» **Supplied material**:
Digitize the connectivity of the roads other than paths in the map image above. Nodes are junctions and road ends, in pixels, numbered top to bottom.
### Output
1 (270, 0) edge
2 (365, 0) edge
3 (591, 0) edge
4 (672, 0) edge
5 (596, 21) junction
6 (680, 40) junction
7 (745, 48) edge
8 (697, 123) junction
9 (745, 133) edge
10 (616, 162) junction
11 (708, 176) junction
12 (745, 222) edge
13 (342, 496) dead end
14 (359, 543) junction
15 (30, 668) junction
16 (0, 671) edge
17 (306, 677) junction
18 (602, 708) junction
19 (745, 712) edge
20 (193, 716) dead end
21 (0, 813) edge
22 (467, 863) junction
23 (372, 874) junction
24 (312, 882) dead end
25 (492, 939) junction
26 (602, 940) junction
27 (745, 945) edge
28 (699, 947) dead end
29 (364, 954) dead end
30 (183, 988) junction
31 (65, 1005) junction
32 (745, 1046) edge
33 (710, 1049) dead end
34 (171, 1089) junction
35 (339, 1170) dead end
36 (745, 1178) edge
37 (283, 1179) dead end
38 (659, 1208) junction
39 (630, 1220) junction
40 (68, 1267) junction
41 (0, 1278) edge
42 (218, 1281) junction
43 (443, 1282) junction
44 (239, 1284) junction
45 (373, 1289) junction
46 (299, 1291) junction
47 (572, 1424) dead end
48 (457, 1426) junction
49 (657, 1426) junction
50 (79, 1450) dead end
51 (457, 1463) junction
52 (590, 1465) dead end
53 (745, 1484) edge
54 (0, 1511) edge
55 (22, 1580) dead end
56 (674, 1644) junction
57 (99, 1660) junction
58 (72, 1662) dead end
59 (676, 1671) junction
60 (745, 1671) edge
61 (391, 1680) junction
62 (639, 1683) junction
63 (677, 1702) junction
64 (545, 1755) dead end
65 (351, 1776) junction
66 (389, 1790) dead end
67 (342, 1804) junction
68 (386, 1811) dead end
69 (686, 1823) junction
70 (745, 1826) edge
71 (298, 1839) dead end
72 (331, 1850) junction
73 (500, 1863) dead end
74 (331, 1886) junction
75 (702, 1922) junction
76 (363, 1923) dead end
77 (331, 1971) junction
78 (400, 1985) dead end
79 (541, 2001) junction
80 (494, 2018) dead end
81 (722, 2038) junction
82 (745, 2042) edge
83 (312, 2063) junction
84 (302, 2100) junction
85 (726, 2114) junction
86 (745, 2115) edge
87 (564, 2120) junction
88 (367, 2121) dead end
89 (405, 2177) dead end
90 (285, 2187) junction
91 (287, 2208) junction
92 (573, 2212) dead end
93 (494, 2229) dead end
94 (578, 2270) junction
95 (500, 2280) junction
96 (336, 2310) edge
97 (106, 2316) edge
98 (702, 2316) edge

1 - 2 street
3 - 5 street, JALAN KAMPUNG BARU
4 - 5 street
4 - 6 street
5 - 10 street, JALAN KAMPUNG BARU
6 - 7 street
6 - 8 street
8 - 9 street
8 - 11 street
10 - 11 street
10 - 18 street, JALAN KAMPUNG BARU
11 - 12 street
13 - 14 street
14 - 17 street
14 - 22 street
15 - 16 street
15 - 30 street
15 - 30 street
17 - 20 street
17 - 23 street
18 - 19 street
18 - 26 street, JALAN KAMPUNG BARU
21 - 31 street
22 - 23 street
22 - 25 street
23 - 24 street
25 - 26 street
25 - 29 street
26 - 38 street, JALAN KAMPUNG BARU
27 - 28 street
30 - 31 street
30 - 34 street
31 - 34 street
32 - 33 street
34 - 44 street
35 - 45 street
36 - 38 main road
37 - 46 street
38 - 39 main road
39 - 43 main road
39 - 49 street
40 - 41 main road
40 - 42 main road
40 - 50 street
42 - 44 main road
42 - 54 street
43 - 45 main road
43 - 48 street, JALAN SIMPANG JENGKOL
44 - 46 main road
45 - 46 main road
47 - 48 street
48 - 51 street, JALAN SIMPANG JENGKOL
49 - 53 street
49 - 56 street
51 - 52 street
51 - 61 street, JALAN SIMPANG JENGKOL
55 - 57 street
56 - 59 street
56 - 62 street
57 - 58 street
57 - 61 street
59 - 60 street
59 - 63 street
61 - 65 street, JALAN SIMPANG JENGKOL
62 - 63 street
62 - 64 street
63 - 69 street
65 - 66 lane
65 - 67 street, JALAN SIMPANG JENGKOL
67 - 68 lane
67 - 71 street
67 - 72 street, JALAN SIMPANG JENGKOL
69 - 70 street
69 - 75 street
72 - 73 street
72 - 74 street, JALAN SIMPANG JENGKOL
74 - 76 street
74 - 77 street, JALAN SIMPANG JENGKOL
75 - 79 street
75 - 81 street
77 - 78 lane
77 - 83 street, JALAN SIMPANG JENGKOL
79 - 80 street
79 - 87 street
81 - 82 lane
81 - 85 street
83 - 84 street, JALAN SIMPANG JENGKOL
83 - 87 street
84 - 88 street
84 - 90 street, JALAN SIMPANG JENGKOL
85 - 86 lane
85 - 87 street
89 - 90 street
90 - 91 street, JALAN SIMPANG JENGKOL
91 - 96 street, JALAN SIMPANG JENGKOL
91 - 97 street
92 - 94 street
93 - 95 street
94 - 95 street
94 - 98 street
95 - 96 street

» **Exercise aim**:
Look through the entries above; copy every line holding the string "main".

» **Result for this task**:
36 - 38 main road
38 - 39 main road
39 - 43 main road
40 - 41 main road
40 - 42 main road
42 - 44 main road
43 - 45 main road
44 - 46 main road
45 - 46 main road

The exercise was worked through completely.